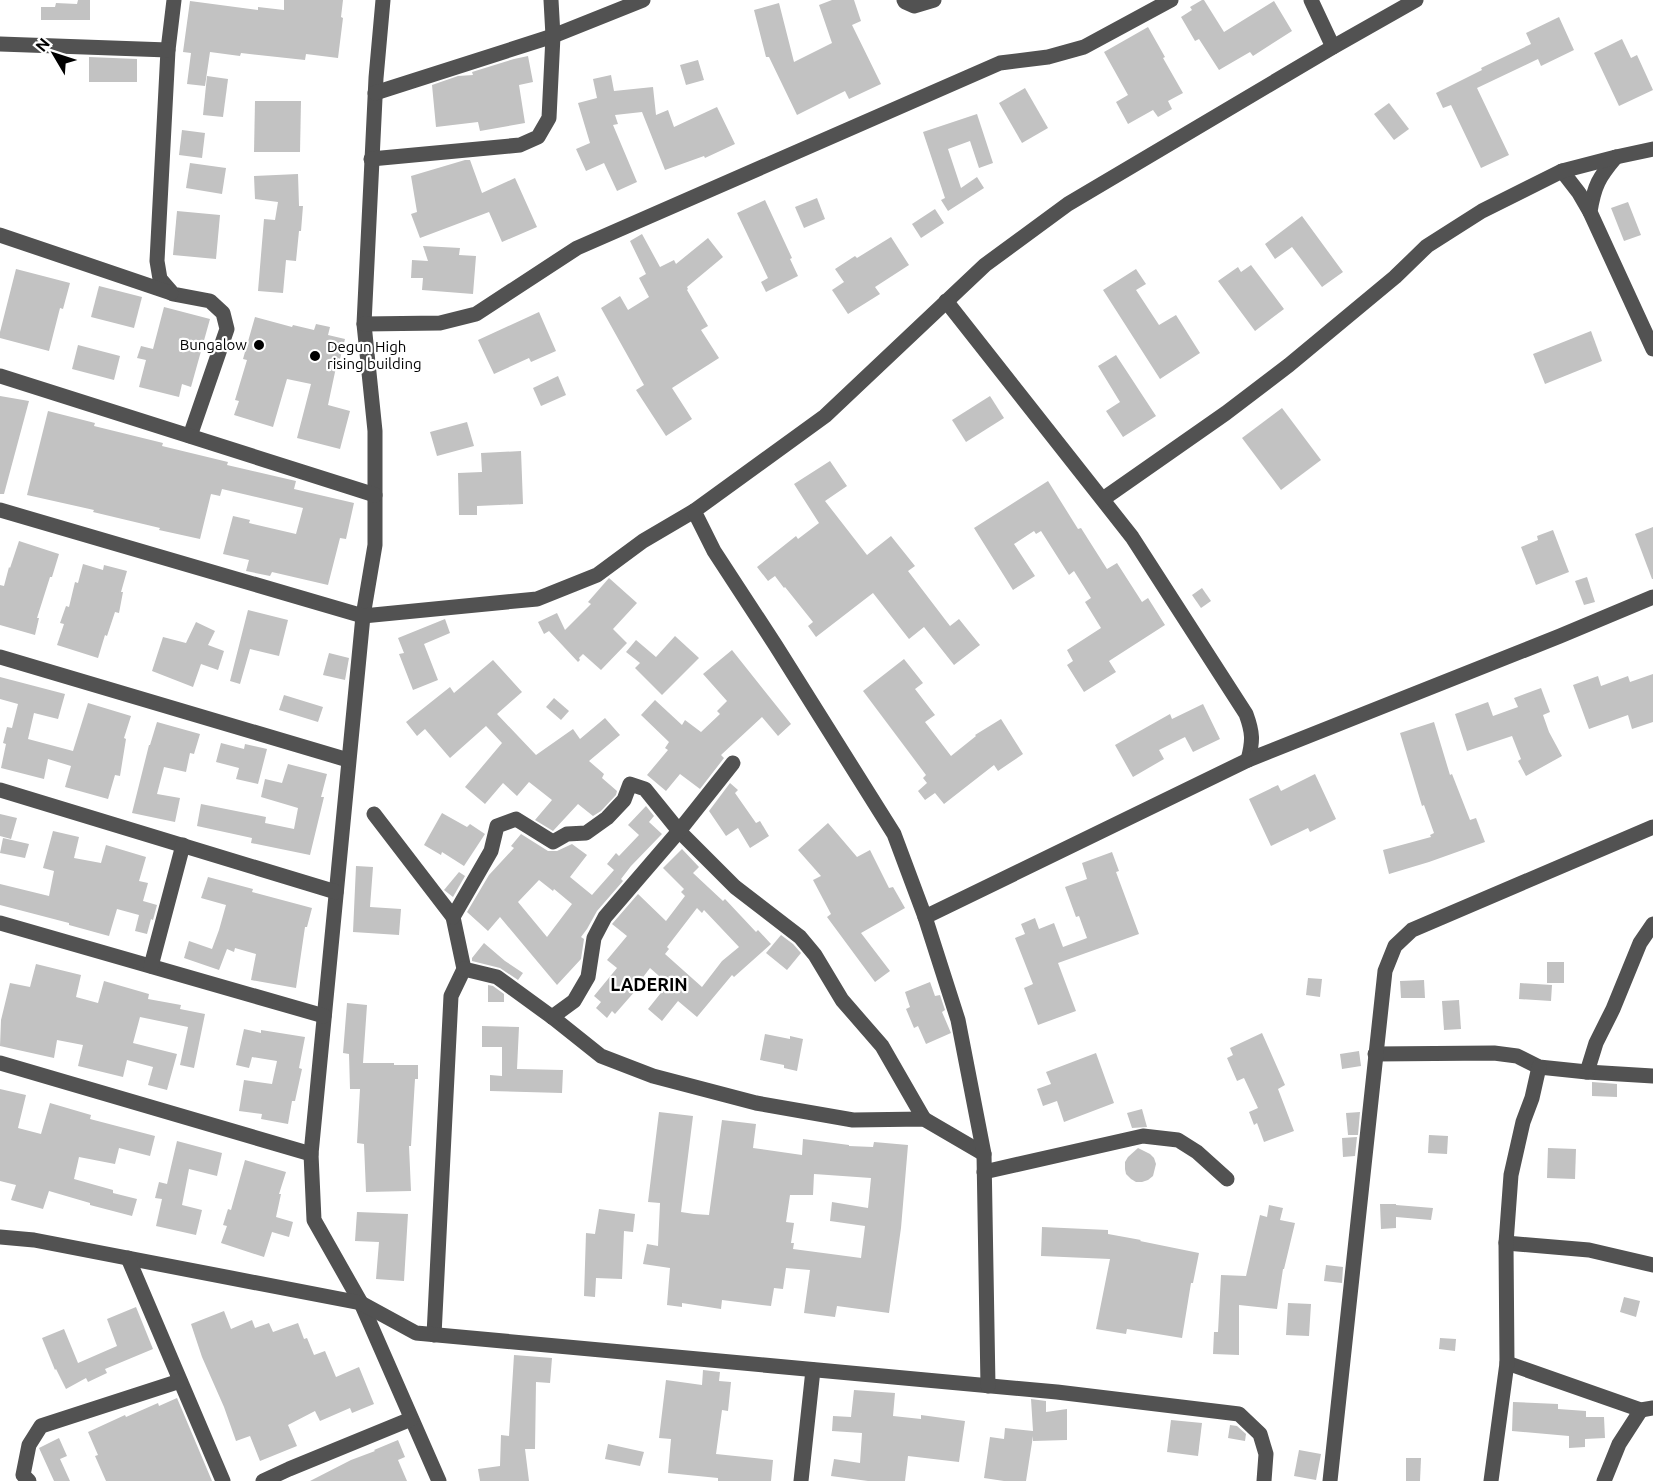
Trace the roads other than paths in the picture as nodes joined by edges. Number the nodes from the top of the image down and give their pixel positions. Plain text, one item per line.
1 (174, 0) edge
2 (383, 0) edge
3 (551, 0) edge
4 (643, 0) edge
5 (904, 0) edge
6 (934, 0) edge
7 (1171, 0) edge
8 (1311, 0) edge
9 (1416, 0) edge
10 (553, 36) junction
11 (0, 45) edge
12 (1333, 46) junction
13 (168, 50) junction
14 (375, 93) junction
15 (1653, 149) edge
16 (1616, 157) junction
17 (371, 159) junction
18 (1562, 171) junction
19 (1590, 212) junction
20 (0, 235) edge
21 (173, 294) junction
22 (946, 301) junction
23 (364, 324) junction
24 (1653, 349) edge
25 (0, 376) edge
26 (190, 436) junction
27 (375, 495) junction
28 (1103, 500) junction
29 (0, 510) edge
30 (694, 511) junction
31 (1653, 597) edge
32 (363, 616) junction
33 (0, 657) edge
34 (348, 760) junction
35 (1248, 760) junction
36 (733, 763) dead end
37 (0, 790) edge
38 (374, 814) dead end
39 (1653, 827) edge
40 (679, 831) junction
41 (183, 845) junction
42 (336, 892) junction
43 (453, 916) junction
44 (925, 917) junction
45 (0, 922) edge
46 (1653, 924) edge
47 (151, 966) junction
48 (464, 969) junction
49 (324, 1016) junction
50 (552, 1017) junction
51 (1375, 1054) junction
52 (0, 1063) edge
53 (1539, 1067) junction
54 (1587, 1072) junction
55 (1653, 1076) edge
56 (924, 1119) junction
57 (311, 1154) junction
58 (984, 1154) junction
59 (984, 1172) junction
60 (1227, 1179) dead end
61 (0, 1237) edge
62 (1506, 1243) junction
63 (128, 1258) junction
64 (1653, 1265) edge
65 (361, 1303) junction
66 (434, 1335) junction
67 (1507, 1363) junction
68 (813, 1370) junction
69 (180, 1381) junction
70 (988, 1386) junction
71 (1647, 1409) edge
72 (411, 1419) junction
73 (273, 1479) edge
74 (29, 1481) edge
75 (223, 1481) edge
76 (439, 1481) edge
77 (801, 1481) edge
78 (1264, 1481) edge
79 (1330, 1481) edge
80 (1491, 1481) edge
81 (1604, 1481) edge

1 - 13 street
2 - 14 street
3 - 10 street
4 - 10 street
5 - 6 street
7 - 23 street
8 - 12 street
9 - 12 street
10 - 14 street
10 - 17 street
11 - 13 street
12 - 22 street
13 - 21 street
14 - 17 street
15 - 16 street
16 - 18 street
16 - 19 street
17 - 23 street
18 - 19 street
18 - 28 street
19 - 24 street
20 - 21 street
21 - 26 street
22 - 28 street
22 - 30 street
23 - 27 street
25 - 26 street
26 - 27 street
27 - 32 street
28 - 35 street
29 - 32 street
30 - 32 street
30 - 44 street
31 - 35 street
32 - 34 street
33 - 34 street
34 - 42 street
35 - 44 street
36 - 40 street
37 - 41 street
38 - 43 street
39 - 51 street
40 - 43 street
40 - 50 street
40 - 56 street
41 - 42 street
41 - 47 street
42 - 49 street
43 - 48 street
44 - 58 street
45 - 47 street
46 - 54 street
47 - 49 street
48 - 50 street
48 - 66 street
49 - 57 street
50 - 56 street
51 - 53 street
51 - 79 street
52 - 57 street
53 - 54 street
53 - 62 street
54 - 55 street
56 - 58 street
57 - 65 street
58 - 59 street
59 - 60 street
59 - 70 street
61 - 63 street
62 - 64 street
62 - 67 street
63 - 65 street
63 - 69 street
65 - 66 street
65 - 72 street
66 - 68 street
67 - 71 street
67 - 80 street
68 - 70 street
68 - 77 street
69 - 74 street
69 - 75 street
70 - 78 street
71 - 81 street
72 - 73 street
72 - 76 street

= = = = =

Work task: The records above need to be printed in full and exactly, without any of the pictures.

Result for this task:
Trace the roads other than paths in the picture as nodes joined by edges. Number the nodes from the top of the image down and give their pixel positions. Plain text, one item per line.
1 (174, 0) edge
2 (383, 0) edge
3 (551, 0) edge
4 (643, 0) edge
5 (904, 0) edge
6 (934, 0) edge
7 (1171, 0) edge
8 (1311, 0) edge
9 (1416, 0) edge
10 (553, 36) junction
11 (0, 45) edge
12 (1333, 46) junction
13 (168, 50) junction
14 (375, 93) junction
15 (1653, 149) edge
16 (1616, 157) junction
17 (371, 159) junction
18 (1562, 171) junction
19 (1590, 212) junction
20 (0, 235) edge
21 (173, 294) junction
22 (946, 301) junction
23 (364, 324) junction
24 (1653, 349) edge
25 (0, 376) edge
26 (190, 436) junction
27 (375, 495) junction
28 (1103, 500) junction
29 (0, 510) edge
30 (694, 511) junction
31 (1653, 597) edge
32 (363, 616) junction
33 (0, 657) edge
34 (348, 760) junction
35 (1248, 760) junction
36 (733, 763) dead end
37 (0, 790) edge
38 (374, 814) dead end
39 (1653, 827) edge
40 (679, 831) junction
41 (183, 845) junction
42 (336, 892) junction
43 (453, 916) junction
44 (925, 917) junction
45 (0, 922) edge
46 (1653, 924) edge
47 (151, 966) junction
48 (464, 969) junction
49 (324, 1016) junction
50 (552, 1017) junction
51 (1375, 1054) junction
52 (0, 1063) edge
53 (1539, 1067) junction
54 (1587, 1072) junction
55 (1653, 1076) edge
56 (924, 1119) junction
57 (311, 1154) junction
58 (984, 1154) junction
59 (984, 1172) junction
60 (1227, 1179) dead end
61 (0, 1237) edge
62 (1506, 1243) junction
63 (128, 1258) junction
64 (1653, 1265) edge
65 (361, 1303) junction
66 (434, 1335) junction
67 (1507, 1363) junction
68 (813, 1370) junction
69 (180, 1381) junction
70 (988, 1386) junction
71 (1647, 1409) edge
72 (411, 1419) junction
73 (273, 1479) edge
74 (29, 1481) edge
75 (223, 1481) edge
76 (439, 1481) edge
77 (801, 1481) edge
78 (1264, 1481) edge
79 (1330, 1481) edge
80 (1491, 1481) edge
81 (1604, 1481) edge

1 - 13 street
2 - 14 street
3 - 10 street
4 - 10 street
5 - 6 street
7 - 23 street
8 - 12 street
9 - 12 street
10 - 14 street
10 - 17 street
11 - 13 street
12 - 22 street
13 - 21 street
14 - 17 street
15 - 16 street
16 - 18 street
16 - 19 street
17 - 23 street
18 - 19 street
18 - 28 street
19 - 24 street
20 - 21 street
21 - 26 street
22 - 28 street
22 - 30 street
23 - 27 street
25 - 26 street
26 - 27 street
27 - 32 street
28 - 35 street
29 - 32 street
30 - 32 street
30 - 44 street
31 - 35 street
32 - 34 street
33 - 34 street
34 - 42 street
35 - 44 street
36 - 40 street
37 - 41 street
38 - 43 street
39 - 51 street
40 - 43 street
40 - 50 street
40 - 56 street
41 - 42 street
41 - 47 street
42 - 49 street
43 - 48 street
44 - 58 street
45 - 47 street
46 - 54 street
47 - 49 street
48 - 50 street
48 - 66 street
49 - 57 street
50 - 56 street
51 - 53 street
51 - 79 street
52 - 57 street
53 - 54 street
53 - 62 street
54 - 55 street
56 - 58 street
57 - 65 street
58 - 59 street
59 - 60 street
59 - 70 street
61 - 63 street
62 - 64 street
62 - 67 street
63 - 65 street
63 - 69 street
65 - 66 street
65 - 72 street
66 - 68 street
67 - 71 street
67 - 80 street
68 - 70 street
68 - 77 street
69 - 74 street
69 - 75 street
70 - 78 street
71 - 81 street
72 - 73 street
72 - 76 street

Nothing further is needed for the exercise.